Re: Delta Compression and UTF-8 Header Values from Poul-Henning Kamp on 2013-02-09 (ietf-http-wg@w3.org from January to March 2013)

From: Poul-Henning Kamp <phk@phk.freebsd.dk>
Date: Sat, 09 Feb 2013 22:09:31 +0000
To: "Adrien W. de Croy" <adrien@qbik.com>
cc: "Willy Tarreau" <w@1wt.eu>, "Martin Nilsson" <nilsson@opera.com>, "ietf-http-wg@w3.org" <ietf-http-wg@w3.org>
Message-ID: <77593.1360447771@critter.freebsd.dk>

Content-Type: text/plain; charset=ISO-8859-1
--------
In message <emf3ec6632-2c7a-491d-9db4-ad235e66f19c@bombed>, "Adrien W. de Croy"
 writes:

>>This is exactly what you want to avoid when comparing with lots of strings.
>>It's generally more efficient to first compare lengths, then byte per byte
>>only if lengths match.

>I guess we're talking about length-prefixed data in this context though 
>so it would be an available optimisation.

The optimization is usually even greater than that[1].

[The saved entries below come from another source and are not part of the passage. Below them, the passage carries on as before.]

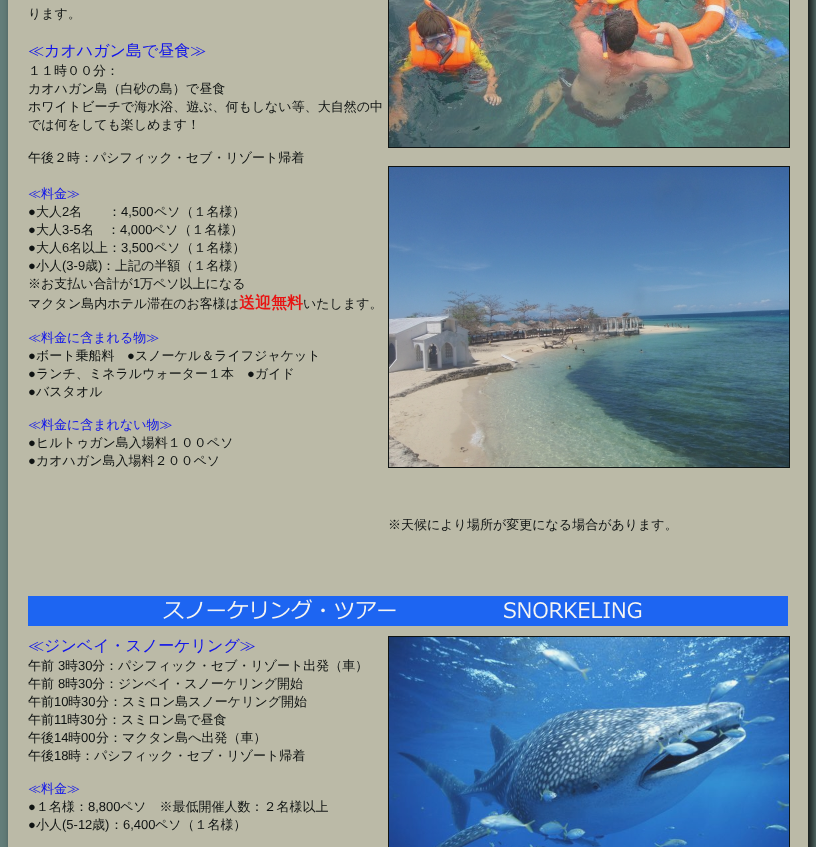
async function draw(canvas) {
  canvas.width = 816;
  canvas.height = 847;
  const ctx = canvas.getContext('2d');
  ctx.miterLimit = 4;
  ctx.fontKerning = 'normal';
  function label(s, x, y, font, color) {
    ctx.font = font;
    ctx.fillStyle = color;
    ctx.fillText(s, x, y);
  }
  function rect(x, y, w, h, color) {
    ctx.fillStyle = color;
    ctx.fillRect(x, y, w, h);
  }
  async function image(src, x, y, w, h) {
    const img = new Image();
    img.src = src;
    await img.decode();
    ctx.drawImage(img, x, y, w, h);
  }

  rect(0, 0, 816, 847, '#637d79');
  ctx.fillStyle = '#0f1312';
  ctx.filter = 'blur(5px)';
  ctx.beginPath();
  ctx.rect(13, -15, 800, 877);
  ctx.fill();
  ctx.filter = 'none';
  rect(8, 0, 800, 636, '#bbbaa7');
  label('ります。', 28, 18, '500 13px WenQuanYi Zen Hei', '#0f1312');
  label('≪カオハガン島で昼食≫', 28, 56, '500 16px WenQuanYi Zen Hei', '#0f13eb');
  label('１１時００分：', 28, 75, '500 13px WenQuanYi Zen Hei', '#0f1312');
  label('カオハガン島（白砂の島）で昼食', 28, 93, '500 13px WenQuanYi Zen Hei', '#0f1312');
  label('ホワイトビーチで海水浴、遊ぶ、何もしない等、大自然の中', 28, 111, '500 13px WenQuanYi Zen Hei', '#0f1312');
  label('では何をしても楽しめます！', 28, 129, '500 13px WenQuanYi Zen Hei', '#0f1312');
  label('午後２時：パシフィック・セブ・リゾート帰着', 28, 162, '500 13px WenQuanYi Zen Hei', '#0f1312');
  label('≪料金≫', 28, 198, '500 13px WenQuanYi Zen Hei', '#0f13eb');
  label('●', 28, 216, '13px Liberation Sans', '#0f1312');
  label('大人', 36, 216, '500 13px WenQuanYi Zen Hei', '#0f1312');
  label('2', 62, 216, '13px Liberation Sans', '#0f1312');
  label('名　　：', 69, 216, '500 13px WenQuanYi Zen Hei', '#0f1312');
  label('4,500', 121, 216, '13px Liberation Sans', '#0f1312');
  label('ペソ（１名様）', 154, 216, '500 13px WenQuanYi Zen Hei', '#0f1312');
  label('●', 28, 234, '13px Liberation Sans', '#0f1312');
  label('大人', 36, 234, '500 13px WenQuanYi Zen Hei', '#0f1312');
  label('3-5', 62, 234, '13px Liberation Sans', '#0f1312');
  label('名　：', 81, 234, '500 13px WenQuanYi Zen Hei', '#0f1312');
  label('4,000', 120, 234, '13px Liberation Sans', '#0f1312');
  label('ペソ（１名様）', 152, 234, '500 13px WenQuanYi Zen Hei', '#0f1312');
  label('●', 28, 252, '13px Liberation Sans', '#0f1312');
  label('大人', 36, 252, '500 13px WenQuanYi Zen Hei', '#0f1312');
  label('6', 62, 252, '13px Liberation Sans', '#0f1312');
  label('名以上：', 69, 252, '500 13px WenQuanYi Zen Hei', '#0f1312');
  label('3,500', 121, 252, '13px Liberation Sans', '#0f1312');
  label('ペソ（１名様）', 154, 252, '500 13px WenQuanYi Zen Hei', '#0f1312');
  label('●', 28, 270, '13px Liberation Sans', '#0f1312');
  label('小人', 36, 270, '500 13px WenQuanYi Zen Hei', '#0f1312');
  label('(3-9', 62, 270, '13px Liberation Sans', '#0f1312');
  label('歳', 85, 270, '500 13px WenQuanYi Zen Hei', '#0f1312');
  label(')', 98, 270, '13px Liberation Sans', '#0f1312');
  label('：上記の半額（１名様）', 102, 270, '500 13px WenQuanYi Zen Hei', '#0f1312');
  label('※お支払い合計が', 28, 288, '500 13px WenQuanYi Zen Hei', '#0f1312');
  label('1', 133, 288, '13px Liberation Sans', '#0f1312');
  label('万ペソ以上になる', 140, 288, '500 13px WenQuanYi Zen Hei', '#0f1312');
  label('マクタン島内ホテル滞在のお客様は', 28, 308, '500 13px WenQuanYi Zen Hei', '#0f1312');
  label('送迎無料', 239, 308, 'bold 16px WenQuanYi Zen Hei', '#e81312');
  label('いたします。', 303, 308, '500 13px WenQuanYi Zen Hei', '#0f1312');
  label('≪料金に含まれる物≫', 28, 342, '500 13px WenQuanYi Zen Hei', '#0f13eb');
  label('●', 28, 360, '13px Liberation Sans', '#0f1312');
  label('ボート乗船料', 36, 360, '500 13px WenQuanYi Zen Hei', '#0f1312');
  label('●', 127, 360, '13px Liberation Sans', '#0f1312');
  label('スノーケル＆ライフジャケット', 135, 360, '500 13px WenQuanYi Zen Hei', '#0f1312');
  label('●', 28, 378, '13px Liberation Sans', '#0f1312');
  label('ランチ、ミネラルウォーター１本', 36, 378, '500 13px WenQuanYi Zen Hei', '#0f1312');
  label('●', 247, 378, '13px Liberation Sans', '#0f1312');
  label('ガイド', 255, 378, '500 13px WenQuanYi Zen Hei', '#0f1312');
  label('●', 28, 396, '13px Liberation Sans', '#0f1312');
  label('バスタオル', 36, 396, '500 13px WenQuanYi Zen Hei', '#0f1312');
  label('≪料金に含まれない物≫', 28, 429, '500 13px WenQuanYi Zen Hei', '#0f13eb');
  label('●', 28, 447, '13px Liberation Sans', '#0f1312');
  label('ヒルトゥガン島入場料１００ペソ', 36, 447, '500 13px WenQuanYi Zen Hei', '#0f1312');
  label('●', 28, 465, '13px Liberation Sans', '#0f1312');
  label('カオハガン島入場料２００ペソ', 36, 465, '500 13px WenQuanYi Zen Hei', '#0f1312');
  ctx.strokeStyle = '#0f1312';
  ctx.strokeRect(388.5, -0.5, 401, 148);
  await image('assets/img1.png', 389, 0, 400, 147);
  ctx.strokeRect(388.5, 166.5, 401, 301);
  await image('assets/img2.png', 389, 167, 400, 300);
  label('※天候により場所が変更になる場合があります。', 388, 529, '500 13px WenQuanYi Zen Hei', '#0f1312');
  await image('assets/img3.png', 28, 596, 760, 30);
  rect(8, 636, 380, 211, '#bbbaa7');
  label('≪ジンベイ・スノーケリング≫', 28, 651, '500 16px WenQuanYi Zen Hei', '#0f13eb');
  label('午前', 28, 670, '500 13px WenQuanYi Zen Hei', '#0f1312');
  label('3', 58, 670, '13px Liberation Sans', '#0f1312');
  label('時', 65, 670, '500 13px WenQuanYi Zen Hei', '#0f1312');
  label('30', 78, 670, '13px Liberation Sans', '#0f1312');
  label('分：パシフィック・セブ・リゾート出発（車）', 92, 670, '500 13px WenQuanYi Zen Hei', '#0f1312');
  label('午前', 28, 688, '500 13px WenQuanYi Zen Hei', '#0f1312');
  label('8', 58, 688, '13px Liberation Sans', '#0f1312');
  label('時', 65, 688, '500 13px WenQuanYi Zen Hei', '#0f1312');
  label('30', 78, 688, '13px Liberation Sans', '#0f1312');
  label('分：ジンベイ・スノーケリング開始', 92, 688, '500 13px WenQuanYi Zen Hei', '#0f1312');
  label('午前', 28, 706, '500 13px WenQuanYi Zen Hei', '#0f1312');
  label('10', 54, 706, '13px Liberation Sans', '#0f1312');
  label('時', 68, 706, '500 13px WenQuanYi Zen Hei', '#0f1312');
  label('30', 81, 706, '13px Liberation Sans', '#0f1312');
  label('分：スミロン島スノーケリング開始', 96, 706, '500 13px WenQuanYi Zen Hei', '#0f1312');
  label('午前', 28, 724, '500 13px WenQuanYi Zen Hei', '#0f1312');
  label('11', 54, 724, '13px Liberation Sans', '#0f1312');
  label('時', 67, 724, '500 13px WenQuanYi Zen Hei', '#0f1312');
  label('30', 80, 724, '13px Liberation Sans', '#0f1312');
  label('分：スミロン島で昼食', 95, 724, '500 13px WenQuanYi Zen Hei', '#0f1312');
  label('午後', 28, 742, '500 13px WenQuanYi Zen Hei', '#0f1312');
  label('14', 54, 742, '13px Liberation Sans', '#0f1312');
  label('時', 68, 742, '500 13px WenQuanYi Zen Hei', '#0f1312');
  label('00', 81, 742, '13px Liberation Sans', '#0f1312');
  label('分：マクタン島へ出発（車）', 96, 742, '500 13px WenQuanYi Zen Hei', '#0f1312');
  label('午後', 28, 760, '500 13px WenQuanYi Zen Hei', '#0f1312');
  label('18', 54, 760, '13px Liberation Sans', '#0f1312');
  label('時：パシフィック・セブ・リゾート帰着', 68, 760, '500 13px WenQuanYi Zen Hei', '#0f1312');
  label('≪料金≫', 28, 793, '500 13px WenQuanYi Zen Hei', '#0f13eb');
  label('●', 28, 811, '13px Liberation Sans', '#0f1312');
  label('１名様：', 36, 811, '500 13px WenQuanYi Zen Hei', '#0f1312');
  label('8,800', 88, 811, '13px Liberation Sans', '#0f1312');
  label('ペソ　※最低開催人数：２名様以上', 120, 811, '500 13px WenQuanYi Zen Hei', '#0f1312');
  label('●', 28, 829, '13px Liberation Sans', '#0f1312');
  label('小人', 36, 829, '500 13px WenQuanYi Zen Hei', '#0f1312');
  label('(5-12', 62, 829, '13px Liberation Sans', '#0f1312');
  label('歳', 92, 829, '500 13px WenQuanYi Zen Hei', '#0f1312');
  label(')', 105, 829, '13px Liberation Sans', '#0f1312');
  label('：', 110, 829, '500 13px WenQuanYi Zen Hei', '#0f1312');
  label('6,400', 123, 829, '13px Liberation Sans', '#0f1312');
  label('ペソ（１名様）', 155, 829, '500 13px WenQuanYi Zen Hei', '#0f1312');
  rect(389, 636, 419, 211, '#bbbaa7');
  ctx.strokeRect(388.5, 636.5, 401, 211);
  await image('assets/img4.png', 389, 637, 400, 210);
}

draw(document.querySelector('canvas'));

The str{n}cmp() family is forced to do byte-by-byte comparisons,
because the terminating NUL may be the last accessible byte in
virtual memory, so use of any wider type might trigger an "unwarranted"
page fault or segmentation violation.

If you know the strings to be long, you can sometimes amortize the
cost of checking if you are safely inside a VM page, but it is rarely
a useful general optimization.

Memcmp() having been told up front how many bytes it can assume are
valid to access, can use wider types to reduce number of instructions
speeding things up.  The memory system usually has byte-steering
logic which means that the number of memory operations for data is
the same in either case.

Compare for instance:
	http://svnweb.freebsd.org/base/head/lib/libc/arm/string/strncmp.S?revision=194585&view=markup

to:
	http://svnweb.freebsd.org/base/head/lib/libc/arm/string/memcmp.S?revision=137464&view=markup

The "identical alignment" requirement is caused by the ARM architectures
strong alignment, but it is worth keeping in mind also in protocol design:
It may be very profitable in speed to align and pad all strings to 16 or
even 32 bits.

Poul-Henning

[1] I wrote an article related to this some time ago:
	http://queue.acm.org/detail.cfm?id=2010365

[2] One protocol I helped improve originally had a string representation
    which paid attention to this:

	{
	uint16_t	length;
	uint16_t	__pad;
	uint32_t	data[];
	}

    But we still shaved about 20% CPU time, by turning the '__pad' word
    into a simple hash of the string:  It eliminated almost all full
    string comparisons.

    As much as I like this trick, I'm not sure I see many places in
    HTTP/2 where it would make much of a difference.

-- 
Poul-Henning Kamp       | UNIX since Zilog Zeus 3.20
phk@FreeBSD.ORG         | TCP/IP since RFC 956
FreeBSD committer       | BSD since 4.3-tahoe    
Never attribute to malice what can adequately be explained by incompetence.

Received on Saturday, 9 February 2013 22:09:56 UTC